“Following the Prophet Increases Faith”

The First Presidency (Nelson, Oaks, Eyring)

“To believe in a living prophet helps us to establish the gospel in our hearts on a sure foundation. That knowledge is developed through faith and hard work.”

When I entered the mission field, my testimony of living prophets was still standing on shaky grounds. It all changed early on the mission. We were invited to a zone conference and told that Elder Neal A. Maxwell of the Quorum of Twelve would be visiting. Prior to the conference, the mission president had asked us to prepare well for this visit. Included in those preparation, was practicing singing hymn 19 “We Thank Thee, O God, for a Prophet.” We were also told that when he entered the chapel, we should all stand and sing this hymn. Indeed, the day arrived. I was seated on the aisle seat. The mission president led the delegation as they entered the chapel. We stood and sang at top of our voice, “We Thank Thee, O God, for a Prophet”.   As Elder Maxwell passed to the stand, the spirit was very strong and it testified to me, the man standing on the stand was indeed a prophet, a seer and a revelator. That confirmation received in 1985, has been a great blessing to me over time.  

Here are a few examples of how the knowledge of the living prophets has blessed my life.  In 2001, President Hinckley gave the following counsel to members of the Church:

“Occasions of this kind (tough economic times[i]) pull us up sharply to a realization that life is fragile, peace is fragile, civilization itself is fragile. The economy is particularly vulnerable. We have been counselled again and again concerning self-reliance, concerning debt, concerning thrift. So many of our people are heavily in debt for things that are not entirely necessary. When I was a young man, my father counselled me to build a modest home, sufficient for the needs of my family, and make it beautiful and attractive and pleasant and secure. He counselled me to pay off the mortgage as quickly as I could so that, come what may, there would be a roof over the heads of my wife and children. I was reared on that kind of doctrine. I urge you as members of this Church to get free of debt where possible and to have a little laid aside against a rainy day.”[ii]

As a young husband and a father, I listened careful to the prophet and I obeyed that counsel. I can write a book relating how over the years that this counsel has blessed me and my family.  I am a teacher by profession which means my income is limited but President Hinckley’s counsel has blessed our family greatly. We are not rich but we have been afforded the basic necessities of life by simple avoiding debt.

In August 2005, President Gordon B. Hinckley issued a challenge to the entire membership of the Church, “I offer a challenge to members of the Church throughout the world and to our friends everywhere to read or reread the Book of Mormon. If you will read a bit more than one and one-half chapters a day, you will be able to finish the book before the end of this year.”[iii] As a family, we accepted the invitation. We knew it came from a living prophet. The spirit of the truthfulness of the book was increased among the members of our family. Besides just completing the book, new insights on doctrines and principles contained in the Book of Mormon were reconfirmed.

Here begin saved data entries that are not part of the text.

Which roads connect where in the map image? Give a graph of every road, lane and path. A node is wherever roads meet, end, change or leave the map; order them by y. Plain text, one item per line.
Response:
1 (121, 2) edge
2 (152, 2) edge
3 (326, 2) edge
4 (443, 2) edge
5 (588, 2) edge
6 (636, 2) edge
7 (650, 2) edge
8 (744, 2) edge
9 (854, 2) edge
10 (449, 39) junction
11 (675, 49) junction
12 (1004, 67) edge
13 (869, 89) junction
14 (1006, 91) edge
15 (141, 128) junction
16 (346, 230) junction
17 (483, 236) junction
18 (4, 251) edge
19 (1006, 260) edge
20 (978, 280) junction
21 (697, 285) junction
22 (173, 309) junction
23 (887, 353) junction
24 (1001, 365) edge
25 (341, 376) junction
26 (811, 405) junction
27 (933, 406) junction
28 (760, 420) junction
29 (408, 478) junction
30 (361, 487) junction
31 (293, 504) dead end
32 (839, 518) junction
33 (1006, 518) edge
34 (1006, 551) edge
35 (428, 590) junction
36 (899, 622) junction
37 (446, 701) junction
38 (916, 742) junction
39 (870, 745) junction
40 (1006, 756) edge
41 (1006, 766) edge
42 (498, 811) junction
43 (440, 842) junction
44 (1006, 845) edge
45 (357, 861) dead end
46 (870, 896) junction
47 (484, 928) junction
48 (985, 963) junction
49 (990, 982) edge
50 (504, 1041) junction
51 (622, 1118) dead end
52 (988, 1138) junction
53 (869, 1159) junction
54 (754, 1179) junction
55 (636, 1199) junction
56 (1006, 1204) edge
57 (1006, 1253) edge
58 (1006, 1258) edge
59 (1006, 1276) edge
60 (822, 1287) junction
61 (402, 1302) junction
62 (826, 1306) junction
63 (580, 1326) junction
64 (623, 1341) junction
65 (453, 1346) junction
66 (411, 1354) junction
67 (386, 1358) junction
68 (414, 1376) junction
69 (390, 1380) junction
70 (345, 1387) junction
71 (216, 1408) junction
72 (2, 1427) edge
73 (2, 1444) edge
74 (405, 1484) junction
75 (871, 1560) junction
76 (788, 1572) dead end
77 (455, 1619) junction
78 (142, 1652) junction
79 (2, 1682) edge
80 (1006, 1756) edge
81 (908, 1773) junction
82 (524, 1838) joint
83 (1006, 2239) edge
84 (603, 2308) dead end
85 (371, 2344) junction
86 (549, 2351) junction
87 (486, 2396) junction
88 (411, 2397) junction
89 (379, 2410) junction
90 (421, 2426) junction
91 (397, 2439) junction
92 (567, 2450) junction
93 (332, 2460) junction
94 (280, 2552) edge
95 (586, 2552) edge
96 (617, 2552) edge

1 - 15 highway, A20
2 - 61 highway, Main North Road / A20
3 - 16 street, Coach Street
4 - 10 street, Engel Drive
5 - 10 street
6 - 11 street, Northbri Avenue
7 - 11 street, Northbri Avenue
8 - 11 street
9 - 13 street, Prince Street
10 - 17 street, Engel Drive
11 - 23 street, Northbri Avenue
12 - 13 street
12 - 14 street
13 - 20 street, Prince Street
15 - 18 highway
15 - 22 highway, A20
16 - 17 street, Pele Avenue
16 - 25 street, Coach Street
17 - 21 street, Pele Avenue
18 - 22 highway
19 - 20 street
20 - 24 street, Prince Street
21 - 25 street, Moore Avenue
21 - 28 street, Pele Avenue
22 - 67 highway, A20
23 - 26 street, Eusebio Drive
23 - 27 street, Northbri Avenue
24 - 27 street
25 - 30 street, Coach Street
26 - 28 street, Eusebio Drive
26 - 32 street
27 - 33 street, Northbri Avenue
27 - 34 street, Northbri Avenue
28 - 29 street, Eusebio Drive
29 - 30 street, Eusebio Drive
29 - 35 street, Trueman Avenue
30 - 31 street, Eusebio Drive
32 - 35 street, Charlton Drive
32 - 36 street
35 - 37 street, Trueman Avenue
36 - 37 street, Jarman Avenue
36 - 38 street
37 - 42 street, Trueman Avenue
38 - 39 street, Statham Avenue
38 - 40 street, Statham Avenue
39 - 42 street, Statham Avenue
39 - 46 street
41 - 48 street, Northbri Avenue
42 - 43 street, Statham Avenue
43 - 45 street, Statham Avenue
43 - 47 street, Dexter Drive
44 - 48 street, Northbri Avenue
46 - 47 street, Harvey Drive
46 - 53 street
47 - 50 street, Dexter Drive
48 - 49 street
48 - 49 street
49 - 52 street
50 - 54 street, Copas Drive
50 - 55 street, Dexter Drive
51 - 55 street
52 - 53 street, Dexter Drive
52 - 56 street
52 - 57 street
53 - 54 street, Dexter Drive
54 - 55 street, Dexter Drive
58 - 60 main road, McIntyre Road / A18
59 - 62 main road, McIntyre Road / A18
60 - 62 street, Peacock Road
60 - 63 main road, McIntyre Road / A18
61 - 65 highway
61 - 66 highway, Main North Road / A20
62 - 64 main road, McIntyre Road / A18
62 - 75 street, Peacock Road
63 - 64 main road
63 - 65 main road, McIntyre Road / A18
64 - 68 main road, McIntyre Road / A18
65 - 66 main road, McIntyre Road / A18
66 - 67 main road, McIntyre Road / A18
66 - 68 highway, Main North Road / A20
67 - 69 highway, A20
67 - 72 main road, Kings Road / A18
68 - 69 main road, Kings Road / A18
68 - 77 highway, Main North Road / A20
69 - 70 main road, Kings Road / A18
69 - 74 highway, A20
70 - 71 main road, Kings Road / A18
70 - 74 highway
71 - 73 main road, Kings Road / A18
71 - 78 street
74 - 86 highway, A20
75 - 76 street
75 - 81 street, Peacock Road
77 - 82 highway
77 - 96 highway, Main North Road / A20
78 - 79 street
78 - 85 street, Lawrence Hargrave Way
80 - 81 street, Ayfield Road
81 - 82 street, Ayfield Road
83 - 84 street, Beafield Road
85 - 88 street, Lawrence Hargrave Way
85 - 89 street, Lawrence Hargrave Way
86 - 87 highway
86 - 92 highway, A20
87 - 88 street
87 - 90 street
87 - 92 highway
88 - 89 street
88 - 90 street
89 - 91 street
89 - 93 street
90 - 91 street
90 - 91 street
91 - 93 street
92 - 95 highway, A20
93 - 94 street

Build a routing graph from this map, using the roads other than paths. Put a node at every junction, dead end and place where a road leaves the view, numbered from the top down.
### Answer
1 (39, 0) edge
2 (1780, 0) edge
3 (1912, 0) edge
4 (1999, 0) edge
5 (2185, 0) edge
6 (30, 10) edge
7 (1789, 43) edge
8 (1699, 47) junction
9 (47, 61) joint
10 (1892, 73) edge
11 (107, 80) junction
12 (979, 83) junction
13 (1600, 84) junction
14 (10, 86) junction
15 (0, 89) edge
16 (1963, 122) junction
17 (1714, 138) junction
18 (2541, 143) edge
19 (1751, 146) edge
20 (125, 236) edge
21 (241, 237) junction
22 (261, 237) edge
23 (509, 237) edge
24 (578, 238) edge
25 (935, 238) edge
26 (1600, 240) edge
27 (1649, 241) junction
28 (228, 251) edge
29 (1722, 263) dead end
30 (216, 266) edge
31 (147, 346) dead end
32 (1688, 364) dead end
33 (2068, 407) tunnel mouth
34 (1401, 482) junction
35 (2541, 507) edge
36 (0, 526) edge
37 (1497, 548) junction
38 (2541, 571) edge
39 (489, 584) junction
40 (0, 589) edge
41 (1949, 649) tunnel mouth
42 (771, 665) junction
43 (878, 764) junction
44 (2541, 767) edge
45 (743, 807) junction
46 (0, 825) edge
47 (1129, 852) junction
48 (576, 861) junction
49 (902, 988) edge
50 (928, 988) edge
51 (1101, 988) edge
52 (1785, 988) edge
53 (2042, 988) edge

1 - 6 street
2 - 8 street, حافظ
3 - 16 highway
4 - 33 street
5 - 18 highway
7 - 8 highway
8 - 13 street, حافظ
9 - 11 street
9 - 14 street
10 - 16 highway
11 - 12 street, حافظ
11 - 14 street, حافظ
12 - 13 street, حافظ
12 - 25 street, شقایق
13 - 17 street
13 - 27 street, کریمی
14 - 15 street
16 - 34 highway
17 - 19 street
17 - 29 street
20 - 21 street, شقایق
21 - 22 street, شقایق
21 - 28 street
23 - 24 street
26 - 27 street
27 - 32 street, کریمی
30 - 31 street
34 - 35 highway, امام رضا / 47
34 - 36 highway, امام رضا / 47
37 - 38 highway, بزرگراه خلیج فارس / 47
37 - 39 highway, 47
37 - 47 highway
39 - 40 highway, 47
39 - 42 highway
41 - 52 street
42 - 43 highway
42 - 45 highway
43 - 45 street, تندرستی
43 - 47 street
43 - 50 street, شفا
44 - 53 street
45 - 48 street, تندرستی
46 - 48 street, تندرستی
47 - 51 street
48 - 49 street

Blessings come because one has a faith that modern prophets speak the mind and will of Heavenly Father. These prophets have been placed on earth to guide us. The story of Naaman as recorded in 2 King 5 tells of the tragedy that could result from not following the living prophets. Naaman had leprosy and wanted to be healed. The prophet of his day asked him to, “Go and wash in Jordan seven times.” A promise given was that, his “flesh shall come again to thee, and thou shalt be clean.” Disappointed that the prophet did not come out and call on the name of the Lord, he did not follow the counsel. He was wrought and went away without the expected healing.

To believe in a living prophet helps us to establish the gospel in our hearts on a sure foundation. That knowledge is developed through faith and hard work. I am grateful I have this knowledge and I recognize the associated blessings.  


[i] clarification added by the author

[ii] Gordon B. Hinckley. The Times in which we Live. Ensign. October 2001.

[iii] Gordon B. Hinckley. A Testimony Vibrant and True. First Presidency Message. Ensign, August 2005.